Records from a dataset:

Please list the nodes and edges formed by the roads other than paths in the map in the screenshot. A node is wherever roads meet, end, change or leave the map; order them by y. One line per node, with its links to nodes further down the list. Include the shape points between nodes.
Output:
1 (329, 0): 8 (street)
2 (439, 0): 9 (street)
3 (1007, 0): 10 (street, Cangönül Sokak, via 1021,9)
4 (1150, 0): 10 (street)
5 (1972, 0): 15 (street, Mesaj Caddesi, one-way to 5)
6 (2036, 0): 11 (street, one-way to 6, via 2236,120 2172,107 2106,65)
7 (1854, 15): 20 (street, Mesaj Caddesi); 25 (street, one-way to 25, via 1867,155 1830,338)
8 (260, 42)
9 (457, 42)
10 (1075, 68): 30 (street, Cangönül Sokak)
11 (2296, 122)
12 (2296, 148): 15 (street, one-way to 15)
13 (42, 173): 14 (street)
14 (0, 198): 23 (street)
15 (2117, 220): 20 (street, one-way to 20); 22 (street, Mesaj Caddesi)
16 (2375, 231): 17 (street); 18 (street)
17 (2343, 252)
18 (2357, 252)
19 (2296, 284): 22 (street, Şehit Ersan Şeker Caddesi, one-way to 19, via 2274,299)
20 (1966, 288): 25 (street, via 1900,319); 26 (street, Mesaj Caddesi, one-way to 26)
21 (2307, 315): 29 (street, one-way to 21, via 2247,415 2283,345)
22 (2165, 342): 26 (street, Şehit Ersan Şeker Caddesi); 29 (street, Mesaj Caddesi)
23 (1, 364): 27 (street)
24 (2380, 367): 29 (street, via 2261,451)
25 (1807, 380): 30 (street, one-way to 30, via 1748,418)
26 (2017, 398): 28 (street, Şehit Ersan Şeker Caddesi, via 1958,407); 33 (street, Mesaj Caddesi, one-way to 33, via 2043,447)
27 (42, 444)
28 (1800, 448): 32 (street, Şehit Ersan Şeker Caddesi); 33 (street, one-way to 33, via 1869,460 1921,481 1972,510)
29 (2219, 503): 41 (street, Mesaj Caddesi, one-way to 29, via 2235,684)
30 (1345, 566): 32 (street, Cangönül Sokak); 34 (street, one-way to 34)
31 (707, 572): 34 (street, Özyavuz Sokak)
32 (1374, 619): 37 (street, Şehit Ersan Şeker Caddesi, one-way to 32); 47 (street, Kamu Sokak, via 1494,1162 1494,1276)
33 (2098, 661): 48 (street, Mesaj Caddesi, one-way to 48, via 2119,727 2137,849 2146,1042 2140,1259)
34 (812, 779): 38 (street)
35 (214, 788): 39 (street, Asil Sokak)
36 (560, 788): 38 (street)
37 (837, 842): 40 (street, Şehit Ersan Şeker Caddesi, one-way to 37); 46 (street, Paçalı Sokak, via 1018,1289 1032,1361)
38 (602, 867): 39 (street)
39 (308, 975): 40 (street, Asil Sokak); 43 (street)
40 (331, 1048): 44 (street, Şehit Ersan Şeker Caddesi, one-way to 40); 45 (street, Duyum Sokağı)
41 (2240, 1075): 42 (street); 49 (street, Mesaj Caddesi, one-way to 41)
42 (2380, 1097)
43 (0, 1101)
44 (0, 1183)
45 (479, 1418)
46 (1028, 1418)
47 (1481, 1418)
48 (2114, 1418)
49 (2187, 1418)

- _PROBLEM TO SOLVE_
Return the entries in full. Do not alter them.

- _YOUR SOLUTION_
Please list the nodes and edges formed by the roads other than paths in the map in the screenshot. A node is wherever roads meet, end, change or leave the map; order them by y. One line per node, with its links to nodes further down the list. Include the shape points between nodes.
Output:
1 (329, 0): 8 (street)
2 (439, 0): 9 (street)
3 (1007, 0): 10 (street, Cangönül Sokak, via 1021,9)
4 (1150, 0): 10 (street)
5 (1972, 0): 15 (street, Mesaj Caddesi, one-way to 5)
6 (2036, 0): 11 (street, one-way to 6, via 2236,120 2172,107 2106,65)
7 (1854, 15): 20 (street, Mesaj Caddesi); 25 (street, one-way to 25, via 1867,155 1830,338)
8 (260, 42)
9 (457, 42)
10 (1075, 68): 30 (street, Cangönül Sokak)
11 (2296, 122)
12 (2296, 148): 15 (street, one-way to 15)
13 (42, 173): 14 (street)
14 (0, 198): 23 (street)
15 (2117, 220): 20 (street, one-way to 20); 22 (street, Mesaj Caddesi)
16 (2375, 231): 17 (street); 18 (street)
17 (2343, 252)
18 (2357, 252)
19 (2296, 284): 22 (street, Şehit Ersan Şeker Caddesi, one-way to 19, via 2274,299)
20 (1966, 288): 25 (street, via 1900,319); 26 (street, Mesaj Caddesi, one-way to 26)
21 (2307, 315): 29 (street, one-way to 21, via 2247,415 2283,345)
22 (2165, 342): 26 (street, Şehit Ersan Şeker Caddesi); 29 (street, Mesaj Caddesi)
23 (1, 364): 27 (street)
24 (2380, 367): 29 (street, via 2261,451)
25 (1807, 380): 30 (street, one-way to 30, via 1748,418)
26 (2017, 398): 28 (street, Şehit Ersan Şeker Caddesi, via 1958,407); 33 (street, Mesaj Caddesi, one-way to 33, via 2043,447)
27 (42, 444)
28 (1800, 448): 32 (street, Şehit Ersan Şeker Caddesi); 33 (street, one-way to 33, via 1869,460 1921,481 1972,510)
29 (2219, 503): 41 (street, Mesaj Caddesi, one-way to 29, via 2235,684)
30 (1345, 566): 32 (street, Cangönül Sokak); 34 (street, one-way to 34)
31 (707, 572): 34 (street, Özyavuz Sokak)
32 (1374, 619): 37 (street, Şehit Ersan Şeker Caddesi, one-way to 32); 47 (street, Kamu Sokak, via 1494,1162 1494,1276)
33 (2098, 661): 48 (street, Mesaj Caddesi, one-way to 48, via 2119,727 2137,849 2146,1042 2140,1259)
34 (812, 779): 38 (street)
35 (214, 788): 39 (street, Asil Sokak)
36 (560, 788): 38 (street)
37 (837, 842): 40 (street, Şehit Ersan Şeker Caddesi, one-way to 37); 46 (street, Paçalı Sokak, via 1018,1289 1032,1361)
38 (602, 867): 39 (street)
39 (308, 975): 40 (street, Asil Sokak); 43 (street)
40 (331, 1048): 44 (street, Şehit Ersan Şeker Caddesi, one-way to 40); 45 (street, Duyum Sokağı)
41 (2240, 1075): 42 (street); 49 (street, Mesaj Caddesi, one-way to 41)
42 (2380, 1097)
43 (0, 1101)
44 (0, 1183)
45 (479, 1418)
46 (1028, 1418)
47 (1481, 1418)
48 (2114, 1418)
49 (2187, 1418)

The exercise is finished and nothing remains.